Vedd a écrit:
Son sourire radieux s'agrandit.
« Viens avec moi, nous allons au temple de Yuimen… J’aimerais parler à un druide là-bas avant que nous partions demain pour Mertar… »
En observant ses traits parfaits, son visage d'un blanc laiteux immaculé et ses yeux dont la couleur concurrençait les criques secrètes de Kendra-kâr, j'en vins à croire que rien de mauvais ne pouvait se cacher derrière une si aimable personne. Ses cheveux d'or m'attirèrent à sa suite au temple de Yuimen. Si je jurais souvent par ce dieu, c'est qu'il était l'un des rares que je connusse et respectasse à la fois. Etant petit, j'avais peut-être fréquenté des temples, été béni dans ceux-là, et mes parents avaient sans doute voué un culte à ce dieu protecteur des terres. Et durant les premiers mois de mon arrivée à Kendra-kâr, j'avais souvent mangé dans ces lieux en profitant de l'aumône des prêtres, et prié beaucoup. Puis, cela m'était passé. J'avais oublié les dieux qui ne faisaient rien pour moi. J'avais gagné mon pain en dépouillant les gens. J'avais cessé de croire aux entités divines et cessé de contempler le passé. Mais en ce jour si curieux où je venais de renoncer à nouveau à une vie antérieure, je me laissai faire et conduire jusqu'à l'un des plus grands temples du dieu Monde. Et malgré ma tranquillité, malgré ma résolution, l'appréhension montait dans mon cœur tandis que nous allions vers ce noyau de magie. Un druide ? Pourquoi pas... ? Les druides ne pratiquent pas la magie... Si ? Non, je ne crois pas... Les druides vous soignent, des fois, avec des plantes. Les plantes tuent aussi, mais les druides sont bons, ils ne vous tuent pas... Mertar, a-t-elle dit ? Mertar, est-ce la cité naine ? Que c'est loin ! Moi ? Moi ? Aller à Mertar ? Je vais aller à Mertar ? Pourquoi ? Que nous partions pour Mertar... Un druide... Le druide va m'aider. Non, non... ce n'est pas cela. La femme aux yeux émeraude m'aidera. Oui... A Mertar, elle est là-bas ! Nous allons la chercher... Oui... Je parlerai ! Mes pensées dérapaient sur une voie que je leur avais jusque là fermée.
Soudain, nous fûmes sur la place où s'était écrasé le cynore. Je sursautai tandis que défilaient les badauds, toujours aussi nombreux, les miliciens, toujours aussi affairés, et les guérisseurs, un peu moins désœuvrés. Puis, Maylee s'arrêta. Elle se faufila avec grâce jusqu'au premier rang, et demanda à un grand milicien ce qui se passait. Parmi la dizaine de curieux qui s'adressaient à lui, l'homme lui fit honneur, et lui répondit.

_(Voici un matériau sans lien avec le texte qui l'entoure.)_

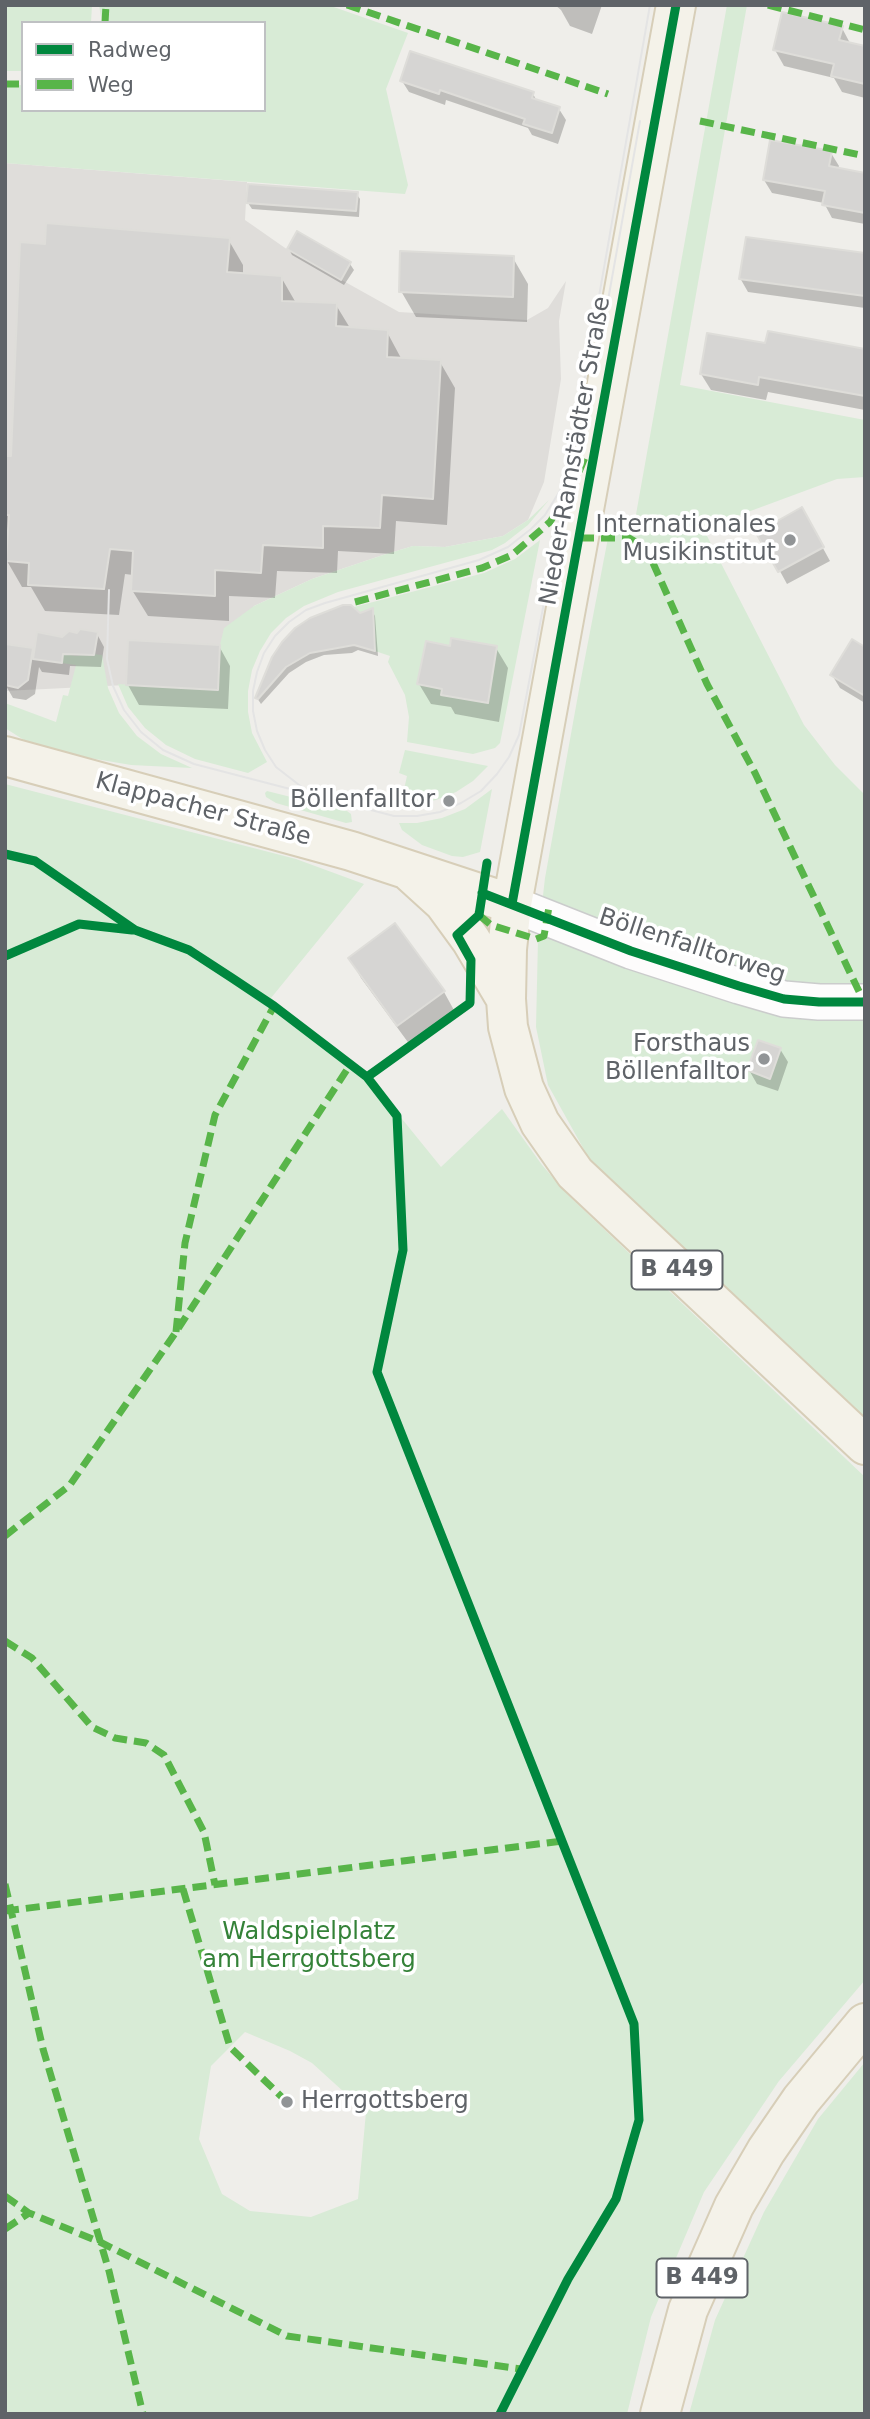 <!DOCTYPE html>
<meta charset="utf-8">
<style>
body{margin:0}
#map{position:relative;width:870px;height:2419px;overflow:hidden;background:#efeeea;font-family:"DejaVu Sans",sans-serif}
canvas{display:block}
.frame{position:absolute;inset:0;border:7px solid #5f6368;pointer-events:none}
.legend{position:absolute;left:21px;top:21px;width:245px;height:91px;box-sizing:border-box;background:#fff;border:2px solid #bfc1c3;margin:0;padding:9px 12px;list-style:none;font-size:21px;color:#5f6368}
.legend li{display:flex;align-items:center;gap:14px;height:35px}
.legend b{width:35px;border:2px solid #bfc1c3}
</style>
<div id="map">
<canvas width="870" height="2419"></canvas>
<div class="frame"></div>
<ul class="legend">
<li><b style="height:9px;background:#00873e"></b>Radweg</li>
<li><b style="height:9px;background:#58b549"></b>Weg</li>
</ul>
</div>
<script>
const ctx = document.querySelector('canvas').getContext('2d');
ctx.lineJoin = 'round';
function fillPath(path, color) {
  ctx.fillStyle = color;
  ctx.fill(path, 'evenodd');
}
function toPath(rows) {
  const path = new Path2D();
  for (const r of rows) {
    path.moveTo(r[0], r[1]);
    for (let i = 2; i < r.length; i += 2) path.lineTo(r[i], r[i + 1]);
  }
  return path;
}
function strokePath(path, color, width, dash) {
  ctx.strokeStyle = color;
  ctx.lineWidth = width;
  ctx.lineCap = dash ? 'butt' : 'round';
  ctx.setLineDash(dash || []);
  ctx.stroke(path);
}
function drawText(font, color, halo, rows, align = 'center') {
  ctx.font = font + ' "DejaVu Sans",sans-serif';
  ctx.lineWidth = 7;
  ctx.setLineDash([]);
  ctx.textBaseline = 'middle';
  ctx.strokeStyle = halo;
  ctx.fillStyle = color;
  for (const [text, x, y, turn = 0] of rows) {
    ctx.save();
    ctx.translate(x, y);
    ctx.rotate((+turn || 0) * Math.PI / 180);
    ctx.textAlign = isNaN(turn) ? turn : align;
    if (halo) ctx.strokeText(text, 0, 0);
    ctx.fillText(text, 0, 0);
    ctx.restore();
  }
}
fillPath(toPath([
 [5,163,247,182,245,220,288,250,399,312,527,320,548,308,566,281,559,321,561,379,544,482,528,520,503,536,445,547,413,546,383,555,312,579,254,606,218,690,126,685,5,691]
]), '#dfddda');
fillPath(toPath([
 [5,5,92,5,91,23,23,23,23,71,5,71],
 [99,5,328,5,408,33,386,89,408,185,405,194,5,163,5,86,23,85,23,110,264,110,264,23,102,23],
 [727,5,747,5,680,385,865,420,865,477,837,479,737,516,706,534,804,725,835,765,865,795,865,1419,592,1164,548,1085,536,1027,538,939,545,878,580,684,612,517,635,520],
 [549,500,528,525,505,543,492,550,338,592,304,606,286,618,271,633,260,651,252,670,248,691,248,712,252,733,267,762,248,773,195,759,166,745,145,728,128,707,118,684,218,690,220,645,224,628,254,606,312,579,383,555,413,546,445,547,503,536,528,520],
 [540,540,500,743,495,748,473,754,407,742,409,717,405,695,388,662,390,656,375,651,373,609,357,614,354,607,484,573,515,559],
 [451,639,497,646,488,702,418,684,426,642,450,646],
 [82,653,102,655,108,688,119,713,137,736,161,754,192,768,131,765,60,753,24,740,5,728,5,703,56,722,63,695,68,696,76,665,62,663,63,654,78,656],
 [405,750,488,766,473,781,456,792,436,800,416,804,395,804,392,803,395,792,403,794,407,776,399,773],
 [5,784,296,859,364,884,271,998,364,1072,441,1167,502,1109,542,1165,568,1195,865,1477,865,1980,779,2081,704,2192,651,2317,627,2414,5,2414],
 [245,2032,290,2051,312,2063,366,2112,358,2199,311,2217,250,2211,222,2194,199,2139,211,2066],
 [492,789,480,852,463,857,452,856,422,845,402,830,399,823,417,823,442,818,465,809],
 [267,791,347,811,351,814,352,822,346,823,276,803,266,797,265,793],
 [865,2062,865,2414,689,2414,715,2320,764,2212,818,2119]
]), '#d8ebd6');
fillPath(toPath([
 [555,5,602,5,592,34,570,26,561,10],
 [842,28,851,45,865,48,865,98,842,92,834,78,784,66,775,50],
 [402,81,533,94,537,101,559,109,566,120,558,144,532,135,528,128,446,100,445,105,409,92],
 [831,153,839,166,838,169,865,174,865,224,832,218,824,203,772,193,764,180],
 [356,193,360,199,359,217,252,209,248,203],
 [228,239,243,265,243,275,281,277,296,303,336,305,350,328,387,332,402,360,440,362,455,388,447,525,396,521,394,554,338,551,337,573,277,571,275,598,229,596,229,621,148,616,132,590,133,575,125,574,119,615,45,611,31,587,22,587,7,561,9,540,5,540,5,457,13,458,47,245],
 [289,249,350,264,354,270,344,285,292,255],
 [865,255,865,308,748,292,740,278],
 [513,258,528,284,527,322,416,317,401,291],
 [767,345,865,351,865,410,768,392,766,400,711,390,701,374],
 [802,510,830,561,787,584,759,533],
 [372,611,375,616,378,656,358,650,352,653,324,655,306,662,289,673,261,704,257,698,273,658],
 [97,634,104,647,101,667,70,666,69,675,42,672,39,667,35,694,26,700,13,698,5,684,32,650,35,655,62,639],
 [219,646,230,666,228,709,139,705,128,685],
 [451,648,496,648,508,668,499,722,455,714,451,707,431,704,419,684],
 [865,665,865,703,840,688,832,675],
 [395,926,444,992,455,1012,410,1045,361,978,350,958],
 [780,1049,788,1062,778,1091,757,1084,749,1070]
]), '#0003');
const building = toPath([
 [782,12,843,26,839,40,865,46,865,84,831,76,834,64,773,50,782,12],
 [410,51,534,92,532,98,560,107,552,133,523,124,525,119,440,90,439,94,400,81,410,51],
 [770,140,832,151,829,166,865,173,865,213,822,205,825,191,763,180,770,140],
 [248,184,358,192,356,211,246,203,248,184],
 [46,223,230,238,227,272,282,276,282,301,337,303,336,326,388,330,387,357,441,360,433,499,382,495,380,528,323,526,323,548,263,545,261,573,215,570,215,596,131,591,133,551,110,549,104,589,28,585,29,563,6,561,9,515,5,515,5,456,11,456,20,242,45,244,46,223],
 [297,231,351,262,341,280,287,249,297,231],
 [746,237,865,253,865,296,739,279,746,237],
 [400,251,514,256,513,297,399,292,400,251],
 [768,331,865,349,865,396,759,377,758,385,700,374,707,333,765,343,768,331],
 [802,507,824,547,778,572,756,533,802,507],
 [343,605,351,605,360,613,373,608,375,651,354,645,310,653,286,667,258,699,255,698,272,657,282,642,295,628,310,618,343,605],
 [80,629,98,632,94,655,63,654,62,663,33,659,37,632,62,637,69,631,77,633,80,629],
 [451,638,497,646,488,703,441,695,442,689,417,684,426,641,450,646,451,638],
 [852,639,865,647,865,696,830,675,852,639],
 [128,640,220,645,218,690,126,685,128,640],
 [5,644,33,648,28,680,18,688,5,685,5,644],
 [395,923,445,991,397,1026,348,958,395,923],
 [758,1040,781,1048,770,1079,747,1070,758,1040]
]);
fillPath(building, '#d6d5d3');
strokePath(building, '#deddd9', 2);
const minor = toPath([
 [512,904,631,951,739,986,784,999,819,1002,865,1002]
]);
const major = toPath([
 [676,5,512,904,507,949,506,999,508,1027,524,1088,540,1123,575,1173,865,1445],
 [5,756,351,851,512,904],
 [411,873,444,903,471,940,506,999],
 [660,2414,688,2310,734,2206,766,2151,801,2100,865,2023]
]);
strokePath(minor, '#cbcccc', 38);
strokePath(major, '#d7ceb8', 42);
strokePath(minor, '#fdfcfc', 35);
strokePath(major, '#f4f2e9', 38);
strokePath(toPath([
 [600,345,640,121],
 [109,590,107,659,113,686,124,710,141,732,163,750,194,764,394,816,417,816,440,812,461,803,481,791,497,774,509,757,519,735,563,502,650,5],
 [303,788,276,767,265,750,257,731,253,711,253,691,257,672,264,653,275,636,289,622,306,610,325,603,479,560,508,547,531,529,545,515,561,489]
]), '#e4e4e4', 2);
strokePath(toPath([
 [347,5,608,94],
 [768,5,865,30],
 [105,23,106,5],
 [5,84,23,84],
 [700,121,865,156],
 [580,538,629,538,639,544,653,563,707,684,755,773,864,1002],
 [355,602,482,568,512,555,550,522,574,484,586,455],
 [479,915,491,925,536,939,544,936,549,907],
 [176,1332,185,1243,215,1115,274,1006,268,1002],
 [5,1536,70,1485,176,1332,350,1065],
 [5,1641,32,1658,92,1727,115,1738,146,1743,164,1755,204,1832,215,1885],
 [5,1884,43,2049,109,2271,143,2414],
 [183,1889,230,2047,287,2102],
 [5,1911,562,1841],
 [5,2196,29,2213,100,2242,287,2336,521,2369],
 [5,2229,29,2213]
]), '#58b549', 7, [14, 7]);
strokePath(toPath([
 [5,854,35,861,135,930,189,950,232,978,274,1006,367,1077,397,1116,403,1250,377,1372,634,2024,639,2120,616,2199,568,2279,500,2414],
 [482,893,631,951,739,986,784,999,819,1002,865,1002],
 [512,904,676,5],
 [5,956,79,924,132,930],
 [367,1077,470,1003,471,960,457,935,479,915,487,863]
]), '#00873e', 9);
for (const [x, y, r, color] of [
 [790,540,7,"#919496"],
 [449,801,7,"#919496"],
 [764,1059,7,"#919496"],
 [287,2102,7,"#919496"]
]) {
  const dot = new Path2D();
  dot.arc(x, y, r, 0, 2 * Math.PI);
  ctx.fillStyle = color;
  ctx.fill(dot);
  strokePath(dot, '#fff', 2.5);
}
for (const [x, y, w] of [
 [677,1270,91],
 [702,2278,91]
]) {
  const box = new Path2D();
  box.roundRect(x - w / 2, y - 19.5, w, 39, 5);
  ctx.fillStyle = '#fff';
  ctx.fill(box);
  strokePath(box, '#5f6368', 2);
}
drawText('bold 23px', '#5f6368', null, [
 ["B 449",677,1270],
 ["B 449",702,2278]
]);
drawText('24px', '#5f6368', '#fff', [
 ["Nieder-Ramstädter Straße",576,451,-80],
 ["Klappacher Straße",203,810,15],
 ["Böllenfalltorweg",692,947,18]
]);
drawText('24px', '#5f6368', '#fff', [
 ["Internationales",776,526],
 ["Musikinstitut",776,554],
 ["Böllenfalltor",435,801],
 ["Forsthaus",750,1045],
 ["Böllenfalltor",750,1073],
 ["Herrgottsberg",301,2102,"left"]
], 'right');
drawText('24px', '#348238', '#fff', [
 ["Waldspielplatz",309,1933],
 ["am Herrgottsberg",309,1961]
]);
</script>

Je restai en retrait, tendant l'oreille mais n'osant pas me montrer juste à la barbe du garde.
« Eh, dame Elfe, un cynore, comme vous le voyez, s'est aplati sur notre belle cité. Il allait à Mertar. Un seul homme a survécu — un nain d'ailleurs —, on l'a transporté au temple de Gaïa, ces bonimenteurs-là ne servent à rien ! » Il désigna le groupe peu actif de vieux hommes aux barbes blanches. « Pourquoi s'est-il écrasé ? Eh bien, on attend d'en savoir plus. On recevra bientôt nos directives. A votre service, dame Elfe ! »
Pff... Je n'aurais jamais été si bien traité ! Et nous repartîmes. L'elfe blanche filait à travers la foule bien plus efficacement que je ne l'avais jamais fait. Après tout, j'avais été bien avisé de ne pas m'enfuir; elle m'aurait rattrapé en un rien de temps. La foule se dissipa brusquement et nous parcourûmes une grande rue grisâtre. Je compris bientôt que s'y trouvait les bâtiments de la milice. D'ailleurs, des gardes étaient postés, impassibles, devant un illustre édifice. Maylee ne leur adressa pas un regard, et je la suivis, un peu moins à l'aise, mais confiant dans chacun de ses pas. Je fis quelques efforts et parvins à marcher à son côté. Elle me sourit, consciente de son rythme soutenu, mais continua.
« Nous y sommes ! »
Mais seulement plusieurs détours et rues après, nous débouchâmes devant le temple. La construction était massive. Les pierres de tailles dormaient, encastrées les unes dans les autres depuis des siècles. Un minuscule cloître abritait un petit jardin, sous de savantes arcades où s'enchâssait la haute porte de bois. Maylee s'arrêta, et contempla le sanctuaire. Docile, je restai à son côté, me demandant si un dieu habitait réellement cette demeure.